▶ _Work instruction_
If a line in the entries below includes the string "НАБЕРЕЖНАЯ", copy it out.

▶ _Available records_
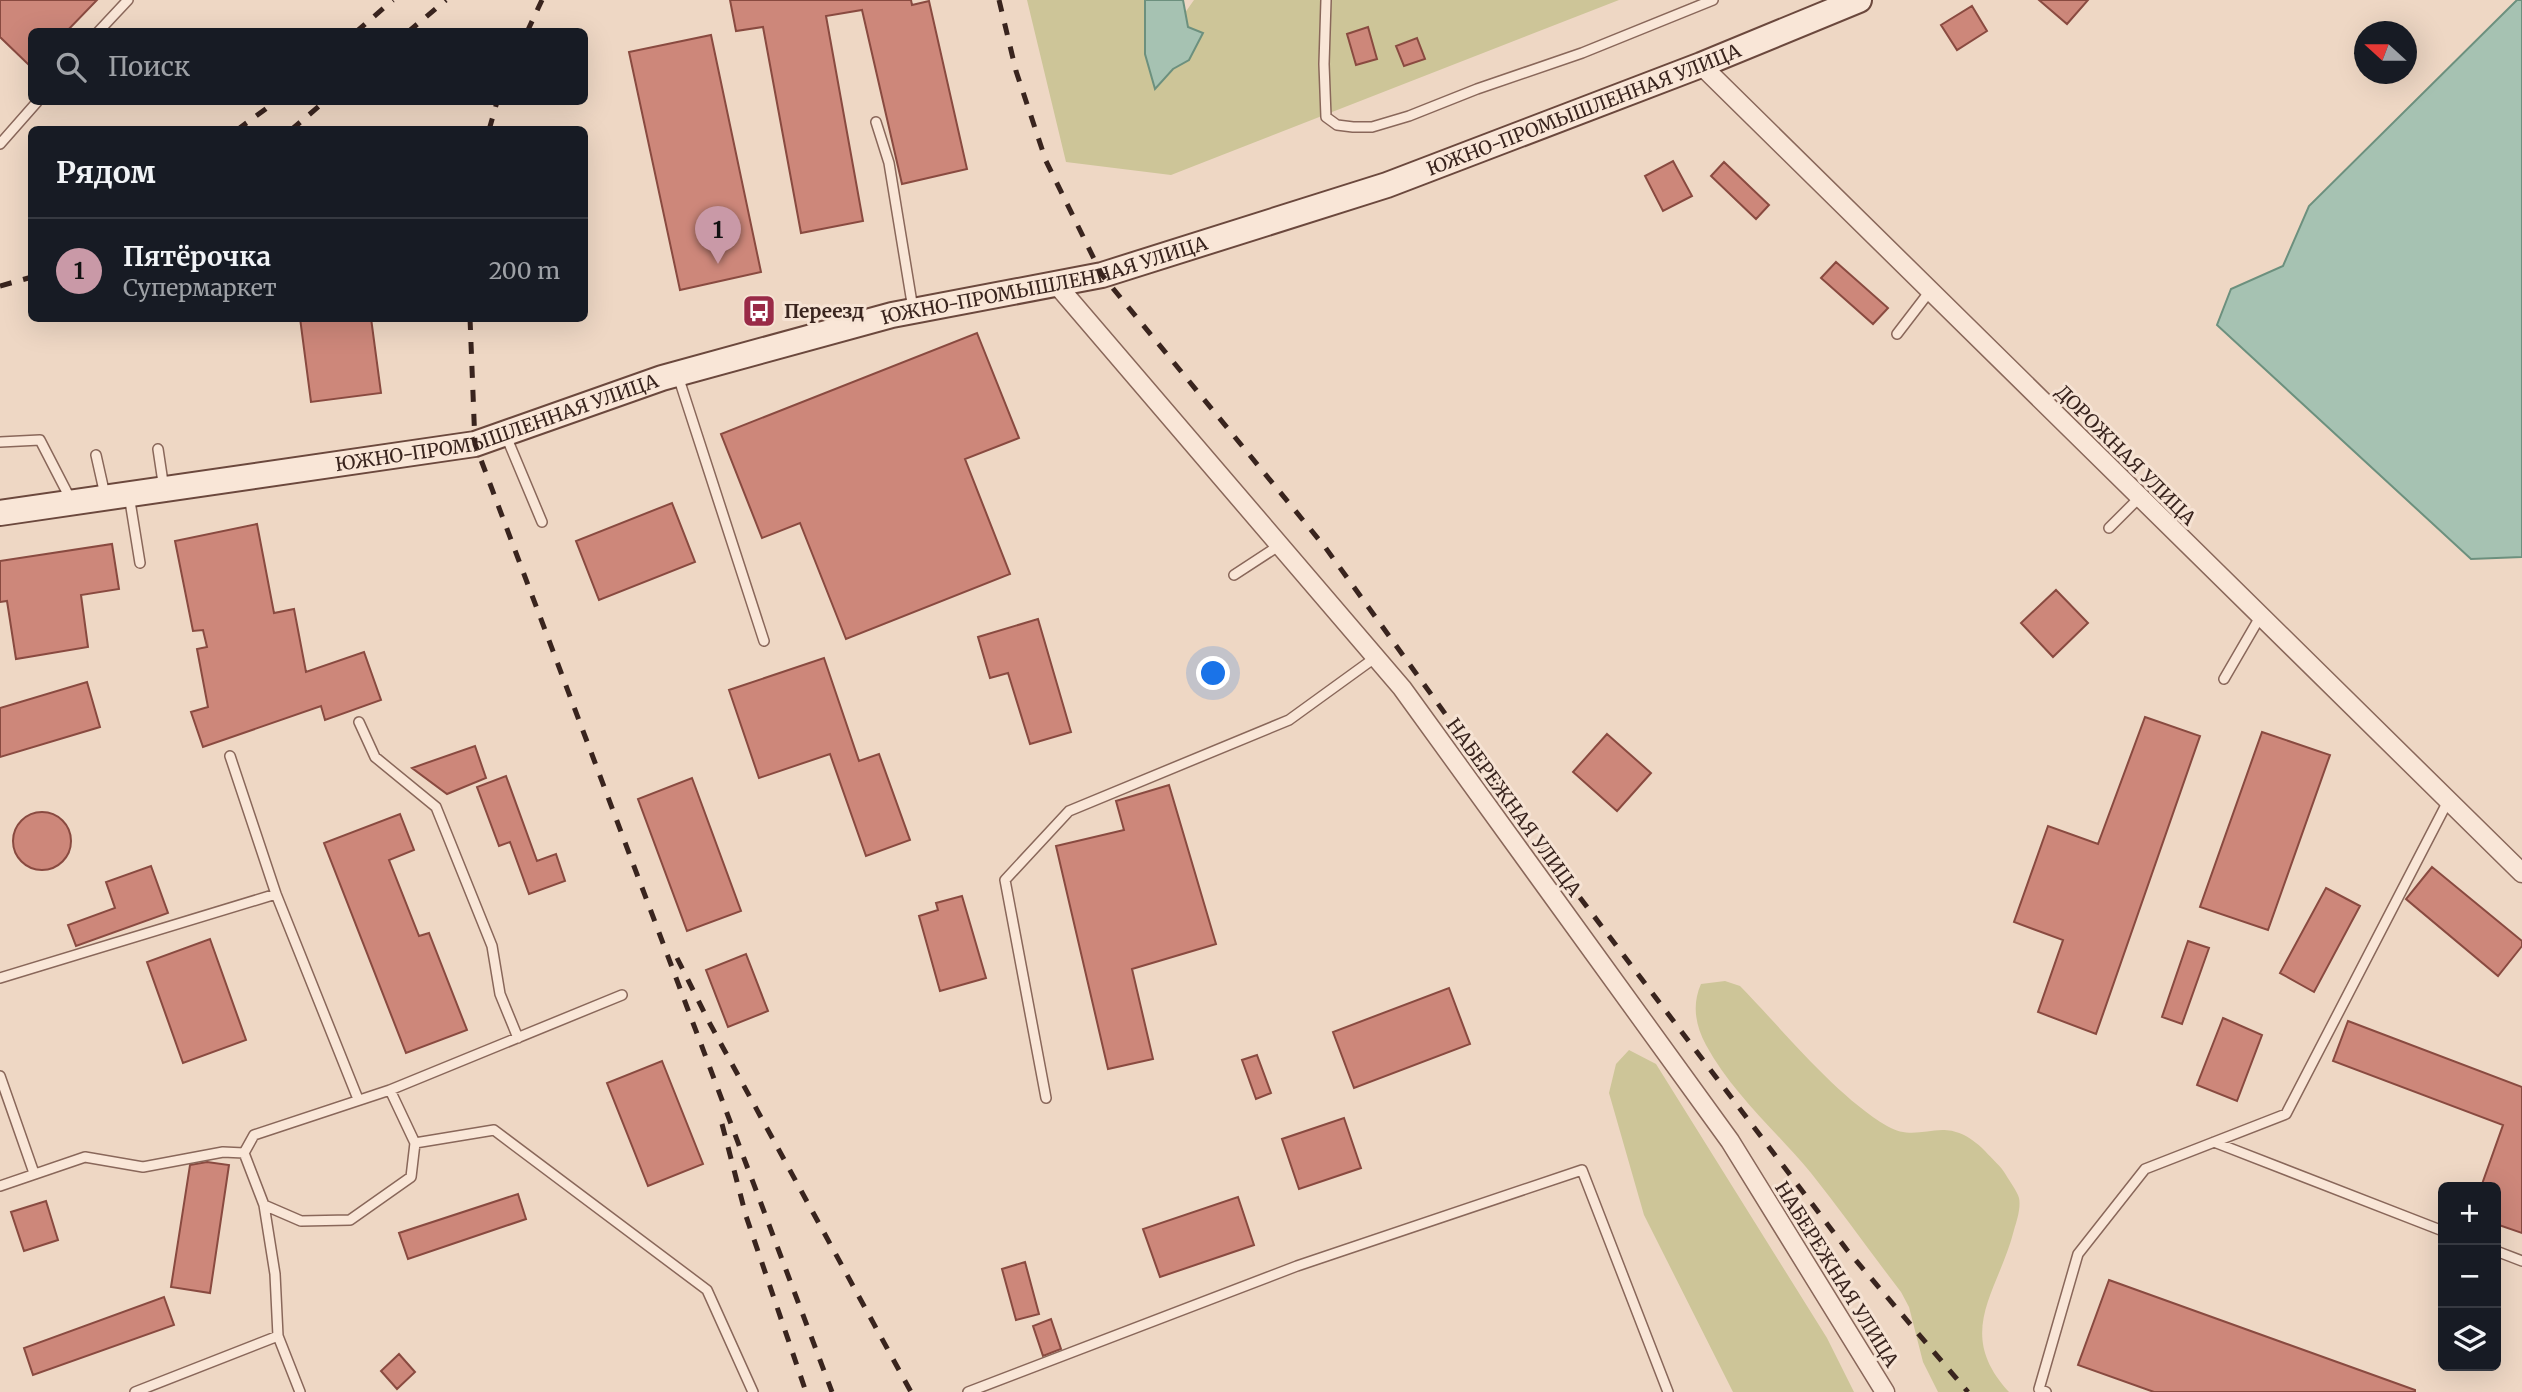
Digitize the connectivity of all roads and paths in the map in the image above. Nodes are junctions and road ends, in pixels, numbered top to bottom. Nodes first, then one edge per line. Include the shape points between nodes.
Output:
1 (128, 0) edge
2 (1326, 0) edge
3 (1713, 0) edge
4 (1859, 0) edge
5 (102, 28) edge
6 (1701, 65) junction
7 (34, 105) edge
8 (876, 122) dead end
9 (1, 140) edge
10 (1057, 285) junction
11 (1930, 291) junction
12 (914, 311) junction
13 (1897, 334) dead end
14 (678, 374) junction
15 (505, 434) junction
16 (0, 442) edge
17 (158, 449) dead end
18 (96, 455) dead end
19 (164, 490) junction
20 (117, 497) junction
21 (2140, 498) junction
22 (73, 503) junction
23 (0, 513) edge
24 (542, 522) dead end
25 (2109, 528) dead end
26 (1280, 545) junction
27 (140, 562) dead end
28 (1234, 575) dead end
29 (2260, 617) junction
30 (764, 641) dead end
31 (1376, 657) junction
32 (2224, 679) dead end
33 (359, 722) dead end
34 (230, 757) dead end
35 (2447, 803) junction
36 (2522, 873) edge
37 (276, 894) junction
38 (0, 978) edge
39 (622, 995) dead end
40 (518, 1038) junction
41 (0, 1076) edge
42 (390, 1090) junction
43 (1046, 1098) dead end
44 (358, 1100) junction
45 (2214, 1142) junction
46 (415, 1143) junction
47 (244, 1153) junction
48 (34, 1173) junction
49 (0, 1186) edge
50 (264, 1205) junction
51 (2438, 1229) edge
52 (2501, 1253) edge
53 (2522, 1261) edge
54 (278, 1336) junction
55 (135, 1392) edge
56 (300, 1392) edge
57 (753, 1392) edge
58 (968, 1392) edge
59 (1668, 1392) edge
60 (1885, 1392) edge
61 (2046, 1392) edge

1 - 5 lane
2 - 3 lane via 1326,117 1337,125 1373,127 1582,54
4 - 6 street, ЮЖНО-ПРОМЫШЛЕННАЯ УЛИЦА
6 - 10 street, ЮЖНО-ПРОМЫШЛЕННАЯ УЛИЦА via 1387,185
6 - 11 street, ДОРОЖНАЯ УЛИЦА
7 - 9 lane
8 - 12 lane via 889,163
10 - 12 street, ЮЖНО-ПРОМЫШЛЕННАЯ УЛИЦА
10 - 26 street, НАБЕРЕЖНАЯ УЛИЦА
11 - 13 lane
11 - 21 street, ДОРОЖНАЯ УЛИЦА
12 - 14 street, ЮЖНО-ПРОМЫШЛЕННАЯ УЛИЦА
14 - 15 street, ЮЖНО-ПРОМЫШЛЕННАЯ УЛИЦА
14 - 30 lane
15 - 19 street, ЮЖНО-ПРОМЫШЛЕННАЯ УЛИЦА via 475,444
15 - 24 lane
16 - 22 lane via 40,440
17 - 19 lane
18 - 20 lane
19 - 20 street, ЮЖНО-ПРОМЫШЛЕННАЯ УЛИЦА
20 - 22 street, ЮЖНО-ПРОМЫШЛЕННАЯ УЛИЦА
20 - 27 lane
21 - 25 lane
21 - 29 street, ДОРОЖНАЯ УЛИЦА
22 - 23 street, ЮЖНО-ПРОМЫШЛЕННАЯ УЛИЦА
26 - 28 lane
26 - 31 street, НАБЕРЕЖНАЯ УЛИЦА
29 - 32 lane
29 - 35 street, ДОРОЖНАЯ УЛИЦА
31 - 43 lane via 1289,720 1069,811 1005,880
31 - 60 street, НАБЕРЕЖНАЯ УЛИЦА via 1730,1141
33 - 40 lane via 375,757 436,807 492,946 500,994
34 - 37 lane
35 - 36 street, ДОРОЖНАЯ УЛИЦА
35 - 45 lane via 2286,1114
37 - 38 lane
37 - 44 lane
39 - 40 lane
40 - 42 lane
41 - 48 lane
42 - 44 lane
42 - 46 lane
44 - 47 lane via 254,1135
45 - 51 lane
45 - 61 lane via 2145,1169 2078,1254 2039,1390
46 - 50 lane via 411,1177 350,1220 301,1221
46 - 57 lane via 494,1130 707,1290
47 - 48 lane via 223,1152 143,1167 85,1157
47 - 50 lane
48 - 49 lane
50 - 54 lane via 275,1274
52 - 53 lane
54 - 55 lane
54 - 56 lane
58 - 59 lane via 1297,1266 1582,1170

▶ _Result_
10 - 26 street, НАБЕРЕЖНАЯ УЛИЦА
26 - 31 street, НАБЕРЕЖНАЯ УЛИЦА
31 - 60 street, НАБЕРЕЖНАЯ УЛИЦА via 1730,1141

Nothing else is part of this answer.